22 Ekim 2011 Cumartesi

Bilinmeyen

Pek rahat ve sıcak olmayan kanepeden kalkıp saate baktı, şafağa az kalmıştı. Elini bir iniltiyle orasına götürüp, kıvranarak pencere kenarına yaklaştı. Kış böyle gelmesini istemediği halde bastırmıştı şehrin üstüne. Rüzgarın uğultusundan fırsat bulabilirse, ağaçların esip gürlemesini dinlemeyi seviyordu. Ellerini soğuk cama dayayıp ağrının dinmesini umdu. Gözlerini kapadı, yaprakların sesine odaklandı..
Bilmemek korkunçtu. İnsanoğlu zaten günlerin neler doğuracağını bilmeden yaşamak zorundayken, kendinden neler doğacağını düşünmek ayrı bir eziyetti. Şu anda gerçekliğinden emin olduğu tek şey, iyi ısınamayan bir evin ortasında kıvrandırtan ağrıydı, ve vücudumuz sinsice anı saklardı eklemlerimize, yani ağrıdan kaçamadığı gibi, anılardan da kaçamazdı. Salondan terliklerini sürüye sürüye ilerleyip banyoya girdi. İşedi, rahatlayamadı,inledi. Banyonun etrafına astığı küçük kağıtlar bir bir düşüyordu nemden. Ege'de karanlık bir koyun ortasında keyifle isyanını dinlediği ağaçlar, göğsünde dallanıp budaklanıyor, kollarında, boynunda çatırdıyordu. Sahil hatırladığı kadar tatlı bir serinliğe sahip değildi artık, soğuk sırtını ağrıtıyordu.

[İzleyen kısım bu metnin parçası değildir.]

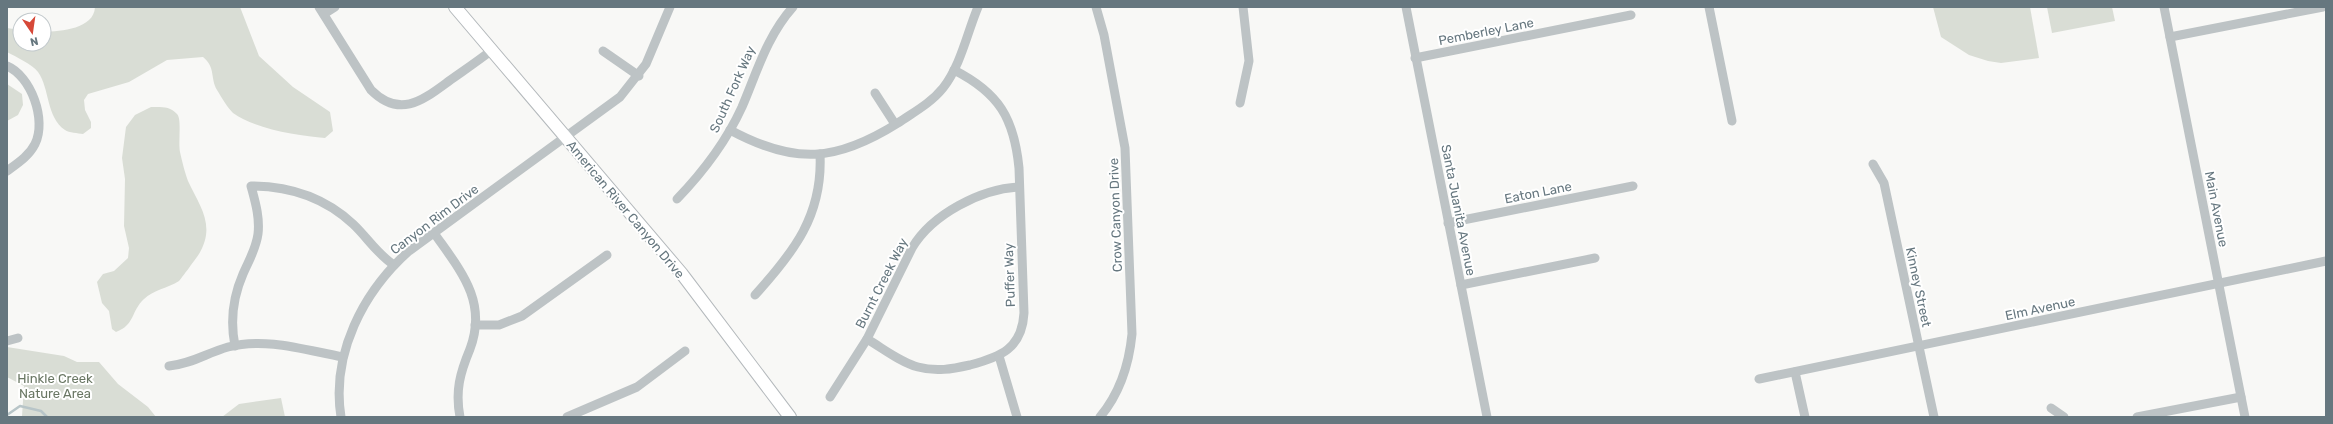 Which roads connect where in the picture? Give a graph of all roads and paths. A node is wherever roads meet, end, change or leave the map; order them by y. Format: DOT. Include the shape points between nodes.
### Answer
graph roads {
  1 [pos="335,7"];
  2 [pos="455,7"];
  3 [pos="670,7"];
  4 [pos="792,7"];
  5 [pos="978,7"];
  6 [pos="1096,7"];
  7 [pos="1243,7"];
  8 [pos="1406,7"];
  9 [pos="1709,7"];
  10 [pos="2164,7"];
  11 [pos="2323,7"];
  12 [pos="322,11"];
  13 [pos="1631,15"];
  14 [pos="2170,37"];
  15 [pos="492,50"];
  16 [pos="603,51"];
  17 [pos="1416,58"];
  18 [pos="7,66"];
  19 [pos="954,70"];
  20 [pos="638,76"];
  21 [pos="875,93"];
  22 [pos="1240,104"];
  23 [pos="1732,121"];
  24 [pos="895,124"];
  25 [pos="730,130"];
  26 [pos="567,138"];
  27 [pos="820,154"];
  28 [pos="1873,164"];
  29 [pos="7,171"];
  30 [pos="1633,186"];
  31 [pos="1019,187"];
  32 [pos="677,198"];
  33 [pos="1448,223"];
  34 [pos="434,233"];
  35 [pos="607,255"];
  36 [pos="1595,258"];
  37 [pos="2326,261"];
  38 [pos="394,265"];
  39 [pos="2219,284"];
  40 [pos="1460,285"];
  41 [pos="755,295"];
  42 [pos="475,326"];
  43 [pos="18,338"];
  44 [pos="867,339"];
  45 [pos="7,341"];
  46 [pos="235,346"];
  47 [pos="1918,347"];
  48 [pos="685,351"];
  49 [pos="998,356"];
  50 [pos="343,358"];
  51 [pos="169,366"];
  52 [pos="1795,372"];
  53 [pos="1759,379"];
  54 [pos="830,397"];
  55 [pos="2241,397"];
  56 [pos="2051,408"];
  57 [pos="341,417"];
  58 [pos="460,417"];
  59 [pos="567,417"];
  60 [pos="790,417"];
  61 [pos="1017,417"];
  62 [pos="1100,417"];
  63 [pos="1487,417"];
  64 [pos="1805,417"];
  65 [pos="1934,417"];
  66 [pos="2064,417"];
  67 [pos="2137,417"];
  68 [pos="2245,417"];
  1 -- 12 [label="street"];
  2 -- 15 [label="main road, American River Canyon Drive"];
  3 -- 20 [label="street" via="653,50"];
  4 -- 25 [label="street, South Fork Way" via="766,47"];
  5 -- 19 [label="street"];
  6 -- 62 [label="street, Crow Canyon Drive" via="1125,148 1132,334 1125,375"];
  7 -- 22 [label="street" via="1249,61"];
  8 -- 17 [label="street, Santa Juanita Avenue"];
  9 -- 23 [label="street"];
  10 -- 14 [label="street, Main Avenue"];
  11 -- 14 [label="street"];
  12 -- 15 [label="street" via="371,90 381,99 393,104 406,105 424,99"];
  13 -- 17 [label="street, Pemberley Lane"];
  14 -- 39 [label="street, Main Avenue"];
  15 -- 26 [label="main road, American River Canyon Drive"];
  16 -- 20 [label="street"];
  17 -- 33 [label="street, Santa Juanita Avenue"];
  18 -- 29 [label="street" via="26,80 32,93 39,126 31,152"];
  19 -- 24 [label="street" via="934,97"];
  19 -- 31 [label="street, Puffer Way" via="981,85 1002,109 1015,145"];
  20 -- 26 [label="street" via="609,108"];
  21 -- 24 [label="street"];
  24 -- 27 [label="street" via="860,144"];
  25 -- 27 [label="street" via="751,142 777,151 804,155"];
  25 -- 32 [label="street, South Fork Way" via="710,162"];
  26 -- 34 [label="street, Canyon Rim Drive"];
  26 -- 60 [label="main road, American River Canyon Drive" via="682,274"];
  27 -- 41 [label="street" via="820,182 811,215 792,252"];
  28 -- 47 [label="street, Kinney Street" via="1884,183"];
  30 -- 33 [label="street, Eaton Lane"];
  31 -- 44 [label="street, Burnt Creek Way" via="987,191 927,229 912,248"];
  31 -- 49 [label="street, Puffer Way" via="1023,320 1017,338 1009,349"];
  33 -- 40 [label="street, Santa Juanita Avenue"];
  34 -- 38 [label="street, Canyon Rim Drive"];
  34 -- 42 [label="street" via="466,280 474,302"];
  35 -- 42 [label="street" via="522,316 499,325"];
  36 -- 40 [label="street"];
  37 -- 39 [label="street, Elm Avenue"];
  38 -- 46 [label="street" via="376,251 352,223 326,204 311,196 283,188 251,186 258,217 258,234 254,251 235,297 232,325"];
  38 -- 50 [label="street, Canyon Rim Drive" via="380,280 358,314"];
  39 -- 47 [label="street, Elm Avenue"];
  39 -- 55 [label="street, Main Avenue"];
  40 -- 63 [label="street, Santa Juanita Avenue"];
  42 -- 58 [label="street" via="472,343 458,382"];
  43 -- 45 [label="street"];
  44 -- 49 [label="street, Puffer Way" via="905,362 927,369 952,369"];
  44 -- 54 [label="street, Burnt Creek Way"];
  46 -- 50 [label="street" via="255,343 280,344"];
  46 -- 51 [label="street" via="186,364"];
  47 -- 52 [label="street, Elm Avenue"];
  47 -- 65 [label="street, Kinney Street"];
  48 -- 59 [label="street" via="637,387"];
  49 -- 61 [label="street"];
  50 -- 57 [label="street, Canyon Rim Drive" via="339,394"];
  52 -- 53 [label="street, Elm Avenue"];
  52 -- 64 [label="street"];
  55 -- 67 [label="street"];
  55 -- 68 [label="street, Main Avenue"];
  56 -- 66 [label="street"];
}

Tam banyodan çıkacakken durdu. Büyüyor muydu, yoksa kandırıyor muydu günlerdir onu? Bakmayı unutmuştu. Geri döndü, baktı.Bacakları titredi. Kalkıp dolabı açmayai paketi aramaya gücünün kalmadığını hissetti. Banyodan çıktı, yatağa girdi, göğsünde inat eden nefesini bırakıp ağlamaya başladı.Ağacın dalları usulca geri çekildi,hıçkırıklarla bir titredi.Ağlamak adettendi veda ederken.